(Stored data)
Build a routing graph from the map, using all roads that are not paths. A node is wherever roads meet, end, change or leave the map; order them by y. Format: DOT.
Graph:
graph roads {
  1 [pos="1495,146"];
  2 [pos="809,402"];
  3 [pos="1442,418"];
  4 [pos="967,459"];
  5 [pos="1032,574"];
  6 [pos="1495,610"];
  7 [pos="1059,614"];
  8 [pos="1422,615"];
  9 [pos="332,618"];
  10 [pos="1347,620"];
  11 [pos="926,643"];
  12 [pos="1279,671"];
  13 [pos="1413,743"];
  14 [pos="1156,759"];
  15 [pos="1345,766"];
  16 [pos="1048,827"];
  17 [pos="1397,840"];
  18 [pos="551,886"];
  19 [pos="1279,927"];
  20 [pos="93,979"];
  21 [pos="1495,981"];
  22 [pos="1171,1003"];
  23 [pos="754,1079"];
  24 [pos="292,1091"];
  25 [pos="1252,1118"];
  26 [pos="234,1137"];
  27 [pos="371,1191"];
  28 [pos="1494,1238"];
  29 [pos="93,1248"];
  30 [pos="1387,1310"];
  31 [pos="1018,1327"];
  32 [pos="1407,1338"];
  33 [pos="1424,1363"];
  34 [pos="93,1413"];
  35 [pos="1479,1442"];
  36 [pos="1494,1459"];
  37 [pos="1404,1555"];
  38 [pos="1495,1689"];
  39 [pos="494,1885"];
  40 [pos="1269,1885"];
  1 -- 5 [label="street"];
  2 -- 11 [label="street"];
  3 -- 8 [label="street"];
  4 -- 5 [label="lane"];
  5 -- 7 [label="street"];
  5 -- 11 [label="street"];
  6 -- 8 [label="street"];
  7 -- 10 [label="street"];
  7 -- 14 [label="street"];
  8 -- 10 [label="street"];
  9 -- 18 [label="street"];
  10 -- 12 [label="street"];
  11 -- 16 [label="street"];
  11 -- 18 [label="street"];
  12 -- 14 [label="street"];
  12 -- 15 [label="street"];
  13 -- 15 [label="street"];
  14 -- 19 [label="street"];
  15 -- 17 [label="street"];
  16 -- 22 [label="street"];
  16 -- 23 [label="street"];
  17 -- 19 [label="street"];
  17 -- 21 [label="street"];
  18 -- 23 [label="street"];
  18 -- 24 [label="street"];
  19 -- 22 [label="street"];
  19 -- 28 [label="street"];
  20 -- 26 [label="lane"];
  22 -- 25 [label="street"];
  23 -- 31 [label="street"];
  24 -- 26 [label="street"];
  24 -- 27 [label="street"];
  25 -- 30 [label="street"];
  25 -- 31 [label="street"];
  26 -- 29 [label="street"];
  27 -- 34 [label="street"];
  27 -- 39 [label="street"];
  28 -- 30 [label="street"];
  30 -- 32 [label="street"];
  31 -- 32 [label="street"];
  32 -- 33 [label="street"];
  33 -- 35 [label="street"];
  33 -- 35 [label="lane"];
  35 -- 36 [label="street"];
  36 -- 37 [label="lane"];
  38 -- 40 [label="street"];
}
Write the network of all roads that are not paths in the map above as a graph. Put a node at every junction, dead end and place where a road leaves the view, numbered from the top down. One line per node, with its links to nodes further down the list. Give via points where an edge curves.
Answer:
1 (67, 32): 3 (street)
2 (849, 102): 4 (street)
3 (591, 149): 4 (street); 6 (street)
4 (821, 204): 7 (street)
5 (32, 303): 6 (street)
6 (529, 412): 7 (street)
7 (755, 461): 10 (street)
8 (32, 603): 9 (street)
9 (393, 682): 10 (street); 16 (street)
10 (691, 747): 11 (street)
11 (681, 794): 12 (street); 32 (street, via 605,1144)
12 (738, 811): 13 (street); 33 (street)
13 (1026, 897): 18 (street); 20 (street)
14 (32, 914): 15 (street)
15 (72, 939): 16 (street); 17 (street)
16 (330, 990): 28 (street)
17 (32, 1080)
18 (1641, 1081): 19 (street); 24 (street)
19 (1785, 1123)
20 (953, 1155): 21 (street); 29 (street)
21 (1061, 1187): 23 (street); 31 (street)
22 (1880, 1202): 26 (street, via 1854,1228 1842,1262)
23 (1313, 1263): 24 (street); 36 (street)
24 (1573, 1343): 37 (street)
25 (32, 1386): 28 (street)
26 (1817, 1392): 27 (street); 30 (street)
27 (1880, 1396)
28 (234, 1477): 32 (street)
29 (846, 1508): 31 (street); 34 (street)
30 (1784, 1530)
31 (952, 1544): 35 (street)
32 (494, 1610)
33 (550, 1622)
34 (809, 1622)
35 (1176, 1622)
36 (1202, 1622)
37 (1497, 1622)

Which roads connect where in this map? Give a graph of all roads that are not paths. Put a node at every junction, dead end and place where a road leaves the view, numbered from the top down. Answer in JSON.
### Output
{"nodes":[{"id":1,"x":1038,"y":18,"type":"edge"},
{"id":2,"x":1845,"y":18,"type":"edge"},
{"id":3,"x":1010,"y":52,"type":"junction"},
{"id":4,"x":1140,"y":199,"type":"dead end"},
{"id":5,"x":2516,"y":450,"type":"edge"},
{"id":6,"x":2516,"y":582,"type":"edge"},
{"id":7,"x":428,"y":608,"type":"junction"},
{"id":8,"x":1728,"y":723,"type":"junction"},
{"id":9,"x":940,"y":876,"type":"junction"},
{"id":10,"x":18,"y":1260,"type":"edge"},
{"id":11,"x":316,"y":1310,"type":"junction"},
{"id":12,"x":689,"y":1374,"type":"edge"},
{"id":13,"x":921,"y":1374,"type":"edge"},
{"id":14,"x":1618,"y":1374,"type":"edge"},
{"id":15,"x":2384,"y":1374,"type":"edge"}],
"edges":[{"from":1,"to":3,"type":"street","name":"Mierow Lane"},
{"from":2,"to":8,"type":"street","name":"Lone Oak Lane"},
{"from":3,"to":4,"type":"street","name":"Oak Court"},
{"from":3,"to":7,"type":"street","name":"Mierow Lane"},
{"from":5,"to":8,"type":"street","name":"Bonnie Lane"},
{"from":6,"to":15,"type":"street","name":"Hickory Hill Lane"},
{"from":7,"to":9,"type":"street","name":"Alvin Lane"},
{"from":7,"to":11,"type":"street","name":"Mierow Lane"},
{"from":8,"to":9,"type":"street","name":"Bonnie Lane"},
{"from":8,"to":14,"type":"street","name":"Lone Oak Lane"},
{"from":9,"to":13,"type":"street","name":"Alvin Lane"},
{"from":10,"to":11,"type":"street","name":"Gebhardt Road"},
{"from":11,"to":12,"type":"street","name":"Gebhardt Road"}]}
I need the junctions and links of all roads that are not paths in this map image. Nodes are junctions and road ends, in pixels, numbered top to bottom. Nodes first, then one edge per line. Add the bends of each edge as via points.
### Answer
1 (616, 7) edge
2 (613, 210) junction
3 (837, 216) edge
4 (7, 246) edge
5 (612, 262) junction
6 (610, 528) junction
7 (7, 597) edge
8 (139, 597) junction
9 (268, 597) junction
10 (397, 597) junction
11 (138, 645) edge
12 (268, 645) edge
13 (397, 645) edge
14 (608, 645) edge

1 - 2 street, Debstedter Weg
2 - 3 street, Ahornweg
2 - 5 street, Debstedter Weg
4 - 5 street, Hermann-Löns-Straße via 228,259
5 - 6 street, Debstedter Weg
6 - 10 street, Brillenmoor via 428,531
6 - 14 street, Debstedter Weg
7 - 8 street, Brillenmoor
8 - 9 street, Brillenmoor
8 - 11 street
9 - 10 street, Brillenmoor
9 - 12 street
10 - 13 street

▶ **YOUR OBJECTIVE**:
From the entries above, extract every line where the word "Debstedter" appears.

▶ **TASK OUTPUT**:
1 - 2 street, Debstedter Weg
2 - 5 street, Debstedter Weg
5 - 6 street, Debstedter Weg
6 - 14 street, Debstedter Weg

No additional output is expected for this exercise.